A reabertura do ano político em Brasília, após o Carnaval e a partir da Quarta-feira de Cinzas, ocorre sob um ambiente descrito como conflagrado e de desconfiança entre Palácio do Planalto, Congresso Nacional e Supremo Tribunal Federal (STF), impulsionado pelo escândalo envolvendo o Banco Master. Nem mesmo o feriado foi suficiente para reduzir a tensão entre os Poderes, que voltam ao trabalho sob clima de disputa institucional e suspeitas cruzadas.
No centro da crise está a decisão do presidente Luiz Inácio Lula da Silva (PT) de dar “sinal verde” ao diretor-geral da Polícia Federal, Andrei Rodrigues, para aprofundar investigações que alcançam o ministro do STF Dias Toffoli e sua relação com Daniel Vorcaro, apontado como dono do banco.

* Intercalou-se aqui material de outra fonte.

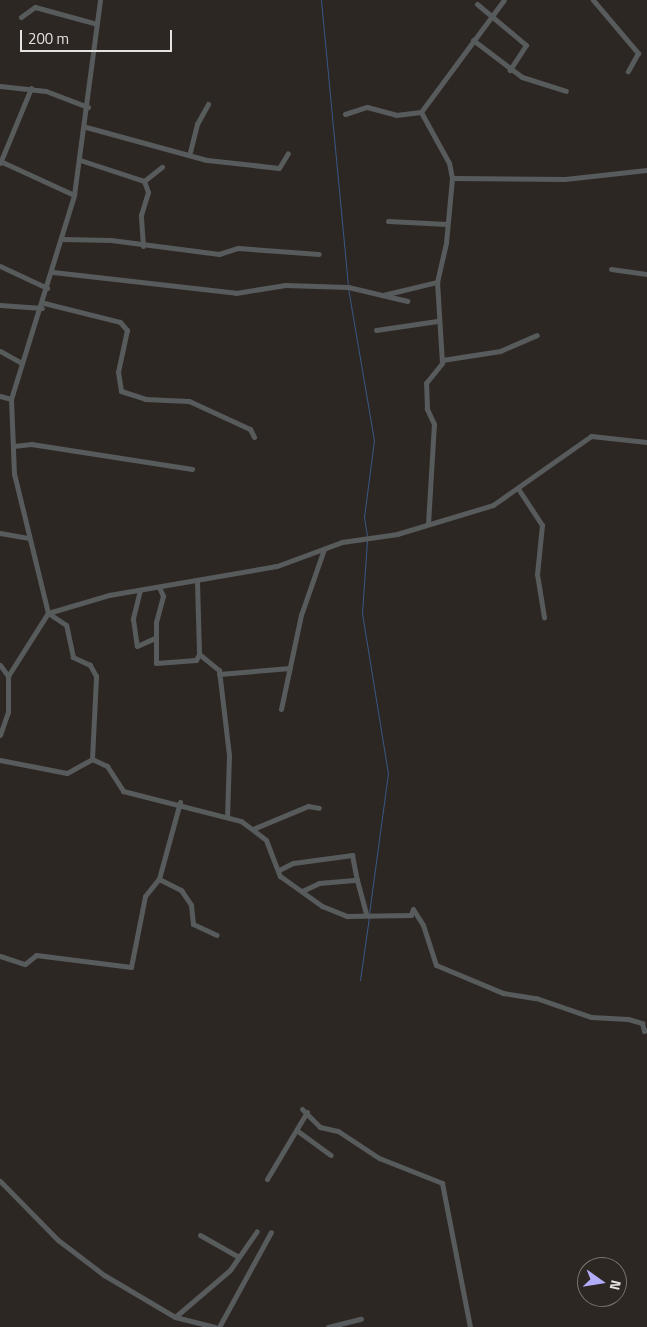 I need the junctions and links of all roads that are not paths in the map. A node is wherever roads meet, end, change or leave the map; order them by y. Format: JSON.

A medida, segundo o Estadão, gerou forte reação entre magistrados aliados de Toffoli, que, nos bastidores, chegaram a chamar o presidente de “ingrato”, lembrando a aliança institucional firmada após os atos de 8 de Janeiro. A ordem para investigar “doa a quem doer” foi interpretada por integrantes da Corte como um gesto de confronto direto.
Sob pressão, Toffoli deixou a relatoria do caso Master, mas a crise se aprofundou após vazamentos sobre uma sessão secreta do Supremo com elogios ao ministro. A sequência alimentou suspeitas de monitoramento interno e levantou questionamentos sobre possível grampo na Corte.

Para alguns ministros, a Polícia Federal teria agido de forma “clandestina e ilegal” ao investigar Toffoli sem autorização da Procuradoria-Geral da República. Andrei Rodrigues rebateu afirmando que os dados repassados ao presidente do STF, Edson Fachin, estavam no celular apreendido de Vorcaro.
Com o Supremo descrito como “em chamas”, Alexandre de Moraes solicitou à Receita Federal rastreamento da quebra de sigilo de dados de ministros e familiares. A auditoria identificou vazamentos atribuídos a servidores do próprio órgão, incluindo um auditor e um funcionário cedido pelo Serpro. A apuração ampliou a crise ao atingir a segurança institucional e a proteção de dados das autoridades.
No Congresso, parlamentares do Centrão e da esquerda travam uma disputa para controlar danos políticos em meio ao calendário eleitoral. Apesar do discurso de apuração ampla, a articulação de bastidores busca evitar a criação de comissão parlamentar para investigar o Banco Master e direcionar o foco para a CPI do INSS.
O presidente do Senado, Davi Alcolumbre, já avisou que não pautará pedidos de impeachment de ministros do STF, sinalizando tentativa de conter a escalada do conflito.
O governo também observa a crise como oportunidade para avançar em indicações ao Supremo, incluindo a possível escolha do advogado-geral da União, Jorge Messias, para futura vaga. Ao mesmo tempo, a composição do Tribunal Superior Eleitoral durante o período eleitoral, com Toffoli entre os ministros, adiciona incerteza ao cenário político.